Warszawa. 33-latek szalał z metalową rurką
Funkcjonariusze dostali pilne wezwanie. Mieszkańcy bloku na Woli zgłaszali, że ktoś niszczy klatkę schodową. Gdy przyjechali na miejsce, mężczyzna czmychnął na ich widok. - Spostrzegli, że jeden z mężczyzn widząc umundurowany patrol od razu schował się do mieszkania. Po kilku minutach jednak z niego wyszedł. Był zdenerwowany i chciał jak najszybciej opuścić miejsce. Policjanci od razu wiedzieli, że coś jest nie tak. Po chwili rozmowy funkcjonariusze zwrócili uwagę, że mężczyzna jest łudząco podobny do sprawcy kradzieży w sklepie do której doszło niespełna dwie godziny wcześniej. Nie pomylili się – informuje nadkom. Marta Sulowska z policji.

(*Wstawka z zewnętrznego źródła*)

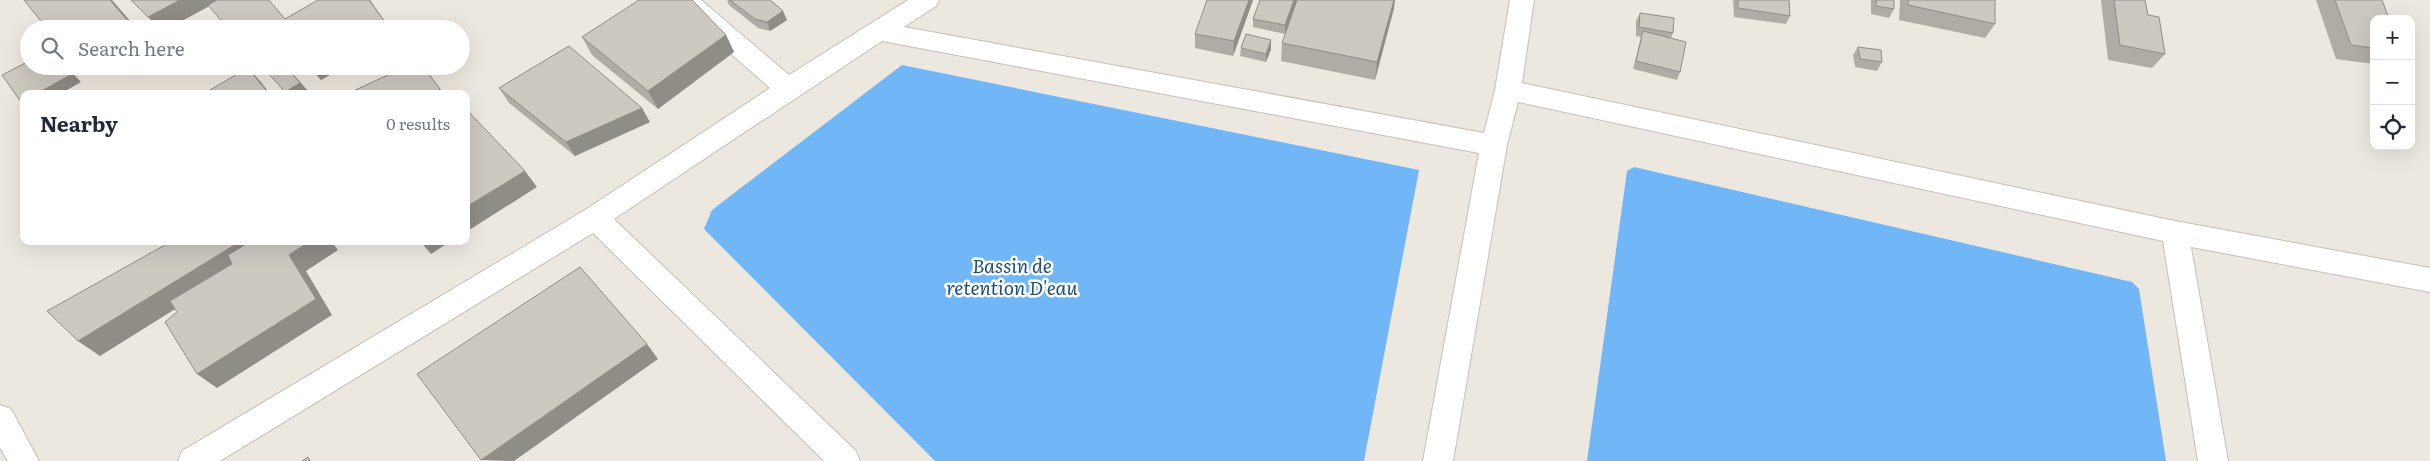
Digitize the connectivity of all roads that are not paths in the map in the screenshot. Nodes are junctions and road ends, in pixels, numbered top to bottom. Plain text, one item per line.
1 (685, 0) edge
2 (927, 0) edge
3 (1522, 0) edge
4 (878, 31) junction
5 (788, 89) junction
6 (1508, 90) junction
7 (1494, 145) junction
8 (595, 218) junction
9 (2175, 232) junction
10 (2430, 280) edge
11 (0, 419) edge
12 (24, 461) edge
13 (193, 461) edge
14 (844, 461) edge
15 (1438, 461) edge
16 (2213, 461) edge

1 - 5 street
2 - 4 street
3 - 6 street
4 - 5 street
4 - 7 street
5 - 8 street
6 - 7 street
6 - 9 street
7 - 15 street
8 - 13 street
8 - 14 street
9 - 10 street
9 - 16 street
11 - 12 street

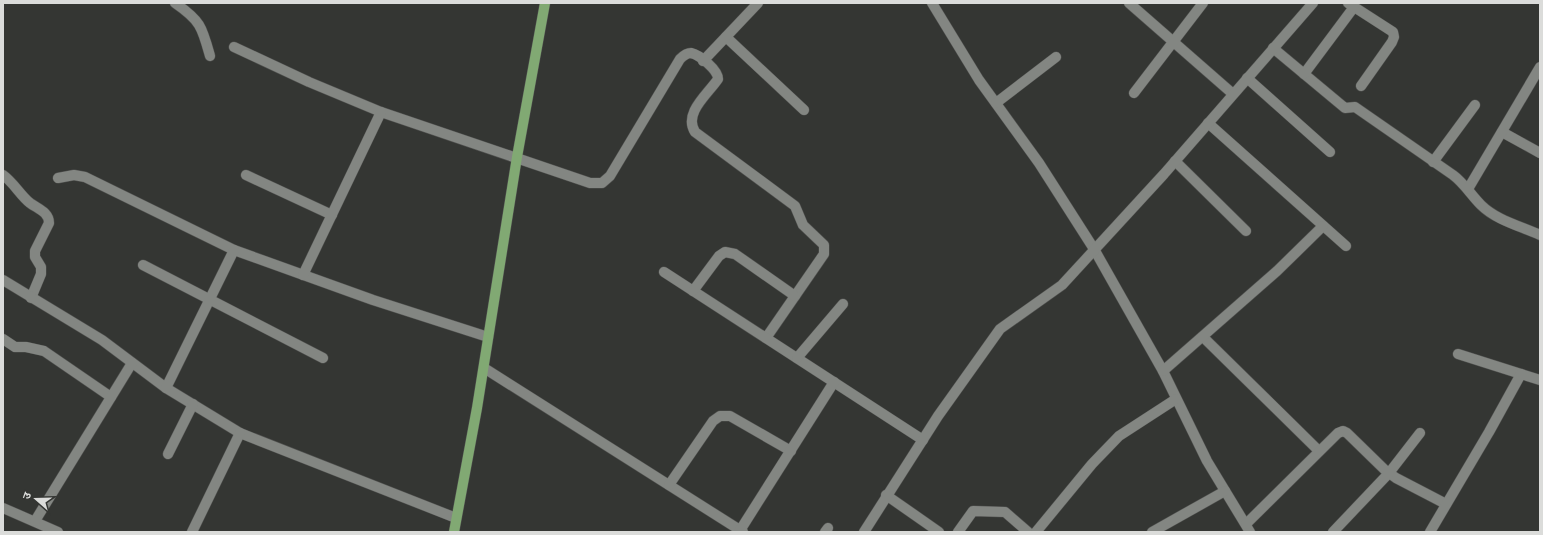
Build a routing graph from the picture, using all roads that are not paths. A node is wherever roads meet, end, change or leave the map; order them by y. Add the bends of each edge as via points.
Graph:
1 (176, 3) edge
2 (545, 3) edge
3 (758, 3) edge
4 (932, 3) edge
5 (1129, 3) edge
6 (1203, 3) edge
7 (1310, 4) edge
8 (1351, 5) edge
9 (726, 37) junction
10 (1173, 42) junction
11 (234, 47) dead end
12 (1273, 48) junction
13 (210, 56) dead end
14 (1056, 57) dead end
15 (703, 61) junction
16 (1540, 67) edge
17 (1304, 74) junction
18 (1247, 78) junction
19 (1361, 86) dead end
20 (1134, 93) dead end
21 (1233, 94) junction
22 (996, 103) junction
23 (1475, 105) dead end
24 (804, 110) dead end
25 (381, 112) junction
26 (1208, 123) junction
27 (1502, 132) junction
28 (1330, 152) dead end
29 (1540, 152) edge
30 (517, 157) junction
31 (1175, 161) junction
32 (1433, 162) junction
33 (3, 175) edge
34 (246, 175) dead end
35 (58, 178) dead end
36 (1468, 189) junction
37 (332, 215) junction
38 (1323, 226) junction
39 (1246, 231) dead end
40 (1540, 235) edge
41 (1346, 246) dead end
42 (1094, 249) junction
43 (234, 250) junction
44 (143, 265) dead end
45 (664, 272) dead end
46 (303, 275) junction
47 (3, 280) edge
48 (694, 291) junction
49 (795, 296) junction
50 (31, 298) junction
51 (210, 299) junction
52 (842, 304) dead end
53 (488, 337) junction
54 (1203, 337) junction
55 (766, 338) junction
56 (3, 339) edge
57 (1458, 354) dead end
58 (324, 358) dead end
59 (797, 358) junction
60 (132, 362) junction
61 (484, 368) junction
62 (1163, 371) junction
63 (1521, 374) junction
64 (1540, 380) edge
65 (834, 382) junction
66 (166, 388) junction
67 (111, 397) junction
68 (1176, 398) junction
69 (193, 404) junction
70 (240, 433) junction
71 (1420, 433) dead end
72 (923, 440) junction
73 (790, 451) junction
74 (1319, 451) junction
75 (168, 454) dead end
76 (1389, 473) junction
77 (669, 485) junction
78 (1225, 491) junction
79 (886, 495) junction
80 (1446, 504) junction
81 (3, 508) edge
82 (456, 518) junction
83 (35, 521) junction
84 (1248, 528) edge
85 (741, 531) edge
86 (58, 532) edge
87 (192, 532) edge
88 (454, 532) edge
89 (864, 532) edge
90 (938, 532) edge
91 (958, 532) edge
92 (1028, 532) edge
93 (1036, 532) edge
94 (1152, 532) edge
95 (1333, 532) edge
96 (1430, 532) edge

1 - 13 street via 195,18 203,29
2 - 30 main road
3 - 9 street
4 - 22 street
5 - 10 street
6 - 10 street
7 - 12 street
8 - 17 street
8 - 19 street via 1394,32 1392,42
9 - 15 street
9 - 24 street
10 - 20 street
10 - 21 street
11 - 25 street
12 - 17 street
12 - 18 street
14 - 22 street
15 - 30 street via 690,53 685,54 680,60 610,176 602,183 590,183
15 - 49 street via 714,69 718,79 694,112 691,126 695,132 795,206 803,225 824,245 824,254
16 - 27 street
17 - 32 street via 1345,108 1355,107
18 - 21 street
18 - 28 street
21 - 26 street
22 - 42 street via 1039,163
23 - 32 street
25 - 30 street
25 - 37 street
26 - 31 street
26 - 38 street
27 - 29 street
27 - 36 street
30 - 53 main road
31 - 39 street
31 - 42 street
32 - 36 street via 1462,181
33 - 50 street via 25,199 49,217 49,223 35,251 41,274
34 - 37 street
35 - 43 street via 74,175 84,177
36 - 40 street via 1488,210
37 - 46 street
38 - 41 street
38 - 54 street
42 - 62 street
42 - 72 street via 1062,285 1000,329
43 - 46 street
43 - 51 street
44 - 51 street
45 - 48 street
46 - 53 street
47 - 50 street
48 - 49 street via 719,256 725,252 735,254
48 - 55 street
49 - 55 street
50 - 60 street via 102,340
51 - 58 street
51 - 66 street
52 - 59 street
53 - 61 main road
54 - 62 street
54 - 74 street
55 - 59 street
56 - 67 street via 15,347 44,351
57 - 63 street
59 - 65 street
60 - 66 street
60 - 67 street
61 - 77 street
61 - 82 main road
62 - 68 street
63 - 64 street
63 - 80 street
65 - 72 street
65 - 73 street
66 - 69 street
67 - 83 street
68 - 78 street
68 - 93 street via 1119,436 1092,464
69 - 70 street
69 - 75 street
70 - 82 street
70 - 87 street
71 - 76 street
72 - 79 street
73 - 77 street via 730,416 720,416
73 - 85 street
74 - 76 street via 1343,431
74 - 84 street
76 - 80 street
76 - 95 street
77 - 85 street
78 - 84 street
78 - 94 street
79 - 89 street
79 - 90 street
80 - 96 street
81 - 83 street
82 - 88 main road
83 - 86 street
91 - 92 street via 973,511 1005,512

Wkrótce okazało się, że 33-latek ma wiele na sumieniu. Niecałe dwie godziny przed niszczycielskim szałem okradł sklep. To mu jednak nie wystarczyło i godzinę później napadł na kolejny! - mężczyzna wszedł do sklepu i dokonał kradzieży pieniędzy z kasy sklepowej grożąc pracownikowi sklepu wymachując metalową pałką – informuje policjantka. Podejrzany usłyszał w wolskiej prokuraturze zarzuty rozboju i kradzieży. Tymczasowo trafił do aresztu, w którym spędzi 3 miesiące. Łącznie grozi mu nawet 12 lat odsiadki.